A few weeks ago, I wrote about the analysis function in Studio and mentioned that analysis results often differ between the two Trados versions. In most cases the differences are small and don’t really matter but in some cases they can be substantial, and knowing the reasons for this discrepancy would be very useful when trying to figure out the “correct” word count.
The SDL Knowledge Base doesn’t have much information on this and mentions only “number-only segments” and hyphens (you can find the article here). However, there are also several other factors that affect the word count, and the issue seems to baffle many Studio users (me included). I’m on vacation in Finland and it has been quite rainy this week, so I decided to spend some time for looking for and documenting the reasons why the word counts can differ. The list below is not an exhaustive one and covers mainly Word-related issues, but it’s a good start and I’m planning to update it as needed.

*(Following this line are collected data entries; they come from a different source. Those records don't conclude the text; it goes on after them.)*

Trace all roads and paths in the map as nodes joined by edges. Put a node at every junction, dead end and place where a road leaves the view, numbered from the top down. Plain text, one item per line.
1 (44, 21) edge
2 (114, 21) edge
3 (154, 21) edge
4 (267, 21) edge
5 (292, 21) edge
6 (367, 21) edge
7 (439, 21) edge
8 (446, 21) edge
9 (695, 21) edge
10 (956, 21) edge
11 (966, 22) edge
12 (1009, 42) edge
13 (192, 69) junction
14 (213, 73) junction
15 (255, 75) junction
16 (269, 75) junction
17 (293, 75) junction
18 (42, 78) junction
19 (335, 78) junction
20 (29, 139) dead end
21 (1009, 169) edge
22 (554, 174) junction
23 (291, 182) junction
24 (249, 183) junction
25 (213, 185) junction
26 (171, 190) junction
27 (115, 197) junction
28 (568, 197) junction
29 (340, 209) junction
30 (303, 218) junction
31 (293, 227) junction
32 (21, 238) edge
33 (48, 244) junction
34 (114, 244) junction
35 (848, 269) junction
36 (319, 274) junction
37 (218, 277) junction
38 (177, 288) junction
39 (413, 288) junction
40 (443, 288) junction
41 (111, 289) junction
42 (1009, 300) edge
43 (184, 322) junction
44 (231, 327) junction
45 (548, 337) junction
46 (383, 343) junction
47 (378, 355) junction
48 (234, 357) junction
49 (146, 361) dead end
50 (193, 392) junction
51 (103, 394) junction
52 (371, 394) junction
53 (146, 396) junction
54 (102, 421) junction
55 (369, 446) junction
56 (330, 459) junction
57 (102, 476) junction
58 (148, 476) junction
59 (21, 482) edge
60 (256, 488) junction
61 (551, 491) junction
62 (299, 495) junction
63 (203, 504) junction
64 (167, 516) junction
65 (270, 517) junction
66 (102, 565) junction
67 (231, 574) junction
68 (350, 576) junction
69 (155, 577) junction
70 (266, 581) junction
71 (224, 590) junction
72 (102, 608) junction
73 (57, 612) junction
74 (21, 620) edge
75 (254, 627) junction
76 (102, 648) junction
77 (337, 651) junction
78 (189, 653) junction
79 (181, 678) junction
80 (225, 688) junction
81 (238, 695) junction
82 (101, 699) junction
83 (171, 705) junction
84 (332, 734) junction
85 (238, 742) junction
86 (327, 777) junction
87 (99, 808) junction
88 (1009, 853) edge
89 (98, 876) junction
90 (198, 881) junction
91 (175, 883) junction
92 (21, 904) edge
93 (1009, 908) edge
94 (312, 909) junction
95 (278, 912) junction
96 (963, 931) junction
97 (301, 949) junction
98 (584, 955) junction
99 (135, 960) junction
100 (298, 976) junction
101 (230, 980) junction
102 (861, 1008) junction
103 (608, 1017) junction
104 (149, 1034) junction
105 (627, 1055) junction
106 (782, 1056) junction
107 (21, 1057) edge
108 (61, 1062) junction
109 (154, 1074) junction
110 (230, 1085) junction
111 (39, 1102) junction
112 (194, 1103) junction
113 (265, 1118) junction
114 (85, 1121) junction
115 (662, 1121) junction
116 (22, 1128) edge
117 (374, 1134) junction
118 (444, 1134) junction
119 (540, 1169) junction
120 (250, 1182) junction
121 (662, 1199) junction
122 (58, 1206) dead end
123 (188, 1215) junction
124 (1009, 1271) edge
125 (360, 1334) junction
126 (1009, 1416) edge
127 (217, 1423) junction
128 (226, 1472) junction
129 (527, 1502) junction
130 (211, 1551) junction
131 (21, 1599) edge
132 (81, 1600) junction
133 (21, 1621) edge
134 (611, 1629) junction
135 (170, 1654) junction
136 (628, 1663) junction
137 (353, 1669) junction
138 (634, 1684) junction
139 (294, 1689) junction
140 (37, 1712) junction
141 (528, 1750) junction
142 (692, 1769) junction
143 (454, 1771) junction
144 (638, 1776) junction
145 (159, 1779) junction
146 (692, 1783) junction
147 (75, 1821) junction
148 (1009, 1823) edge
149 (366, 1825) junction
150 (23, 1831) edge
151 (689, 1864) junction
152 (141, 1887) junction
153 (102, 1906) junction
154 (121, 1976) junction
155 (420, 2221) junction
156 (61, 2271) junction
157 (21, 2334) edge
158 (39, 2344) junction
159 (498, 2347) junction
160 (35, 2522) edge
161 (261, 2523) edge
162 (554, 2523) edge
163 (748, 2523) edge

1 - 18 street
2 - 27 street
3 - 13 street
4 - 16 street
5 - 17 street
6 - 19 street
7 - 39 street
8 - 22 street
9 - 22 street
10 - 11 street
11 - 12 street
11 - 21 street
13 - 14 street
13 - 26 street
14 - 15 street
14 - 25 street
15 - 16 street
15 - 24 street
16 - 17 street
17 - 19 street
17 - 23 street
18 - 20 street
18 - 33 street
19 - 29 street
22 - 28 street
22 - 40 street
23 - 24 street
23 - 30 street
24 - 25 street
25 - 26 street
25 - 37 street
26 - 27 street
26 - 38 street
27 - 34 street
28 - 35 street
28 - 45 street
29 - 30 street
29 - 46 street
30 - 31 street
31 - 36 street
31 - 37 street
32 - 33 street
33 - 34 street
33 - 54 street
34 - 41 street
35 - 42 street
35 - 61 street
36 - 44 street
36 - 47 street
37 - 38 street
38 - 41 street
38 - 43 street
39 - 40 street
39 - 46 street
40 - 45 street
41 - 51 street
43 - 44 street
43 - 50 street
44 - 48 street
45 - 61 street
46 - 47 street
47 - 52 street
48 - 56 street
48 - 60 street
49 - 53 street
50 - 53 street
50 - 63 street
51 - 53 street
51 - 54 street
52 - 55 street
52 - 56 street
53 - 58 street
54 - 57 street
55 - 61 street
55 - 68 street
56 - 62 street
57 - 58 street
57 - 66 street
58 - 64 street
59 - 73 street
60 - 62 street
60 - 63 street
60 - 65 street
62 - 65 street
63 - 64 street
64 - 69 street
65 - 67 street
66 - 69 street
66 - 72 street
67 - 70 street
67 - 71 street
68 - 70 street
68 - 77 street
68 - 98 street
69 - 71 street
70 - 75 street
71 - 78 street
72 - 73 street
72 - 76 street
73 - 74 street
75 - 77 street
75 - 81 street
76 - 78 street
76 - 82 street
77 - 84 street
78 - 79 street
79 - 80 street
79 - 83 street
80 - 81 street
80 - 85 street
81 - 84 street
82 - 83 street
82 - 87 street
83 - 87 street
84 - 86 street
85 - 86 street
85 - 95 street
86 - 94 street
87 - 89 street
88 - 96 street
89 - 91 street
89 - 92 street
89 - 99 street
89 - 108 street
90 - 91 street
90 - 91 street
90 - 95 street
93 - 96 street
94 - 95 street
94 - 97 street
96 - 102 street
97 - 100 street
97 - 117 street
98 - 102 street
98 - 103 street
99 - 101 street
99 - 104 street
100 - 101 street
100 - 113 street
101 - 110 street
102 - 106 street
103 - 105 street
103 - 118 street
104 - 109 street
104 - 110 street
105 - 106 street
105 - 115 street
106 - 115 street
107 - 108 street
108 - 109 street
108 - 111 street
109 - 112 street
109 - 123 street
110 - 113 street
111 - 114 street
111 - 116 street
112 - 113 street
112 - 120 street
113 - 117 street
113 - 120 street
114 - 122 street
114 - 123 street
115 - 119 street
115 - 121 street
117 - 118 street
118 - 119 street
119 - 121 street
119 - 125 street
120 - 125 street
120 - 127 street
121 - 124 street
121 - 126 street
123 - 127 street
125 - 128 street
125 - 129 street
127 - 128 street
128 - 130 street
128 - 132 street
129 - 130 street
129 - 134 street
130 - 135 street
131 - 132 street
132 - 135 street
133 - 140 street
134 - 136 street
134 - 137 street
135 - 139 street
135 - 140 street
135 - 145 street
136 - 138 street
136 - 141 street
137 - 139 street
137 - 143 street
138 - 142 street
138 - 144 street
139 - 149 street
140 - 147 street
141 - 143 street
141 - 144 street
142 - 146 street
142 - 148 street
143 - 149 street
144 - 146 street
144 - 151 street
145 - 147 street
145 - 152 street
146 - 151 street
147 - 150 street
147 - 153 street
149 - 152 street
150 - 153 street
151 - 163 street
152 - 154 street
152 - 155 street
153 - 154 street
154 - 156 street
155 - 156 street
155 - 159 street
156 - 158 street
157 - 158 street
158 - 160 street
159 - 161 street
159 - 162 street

Factor | Trados Studio 2009 | Trados 2007 | MS Word (2007) |
Bulleted lists (in automatic lists as well as “manual” bullets) | Bullet character not included | Bullet character not included | Included |
Numbered lists | Automatically numbered lists: List numbers not included Manually numbered lists: List numbers included in the word count and also as placeables (same as with “regular” numbers) |
List numbers not included | Included |
Hyperlinks | A link is included in the word count as one word (and placeables) or several words (and placeables) depending on the type of the link | In DOC files, a link is not included but in DOCX files a link can increase the word count by several words because the actual link text (address) is included in the word count | Links don’t increase word count |
Hidden text | Not included | Included (unless it’s Trados hidden text) | Not included |
Number-only segments | Included | Not included | Included |
Numbers in sentences | Included (counted also as placeables) | Included | Included |
Number and % combinations (8% or 8 %) | Counted as one word (plus one placeable) | Counted as one word if part of a sentence; if by itself, then it’s not included in the word count | Counted as one (8%) or two (8 %) words |
Two words written together with a / (“he/she”) | Counted as two words | Counted as two words | Counted as one word |
Chemical names, for example: 3-(3,4-dichlorophenyl)-1,1-dimethylurea | Counted as six words and three placeables | Counted as five words | Counted as one word |
Dashes: solid (—–) | Line counted as one word | Not included | Line counted as one word |
Dashes: broken (- – – – -) | Each dash counted as one word | Not included | Each dash counted as one word |
Hyphens in words (“up-to-date”) | Hyphenated word counted as one word | Hyphenated word counted as two or more words | Hyphenated word counted as one word |
In summary, one could say that Studio probably gives on average a slightly higher and more truthful word count for typical technical texts because the way it treats numbers. The other factors have probably a lesser effect in general but can make a substantial difference in specific cases, for example if broken dash lines have been used to separate sections of a document.
As I mentioned earlier, this is not a complete list, and the results are based only on my own limited testing. I realized that I could spend the rest of the summer testing various factors and perfecting the list… but luckily it’s not THAT rainy. Anyhow, rain or shine, if you know any additional examples for the list, feel free to send them to me so that I can share them here.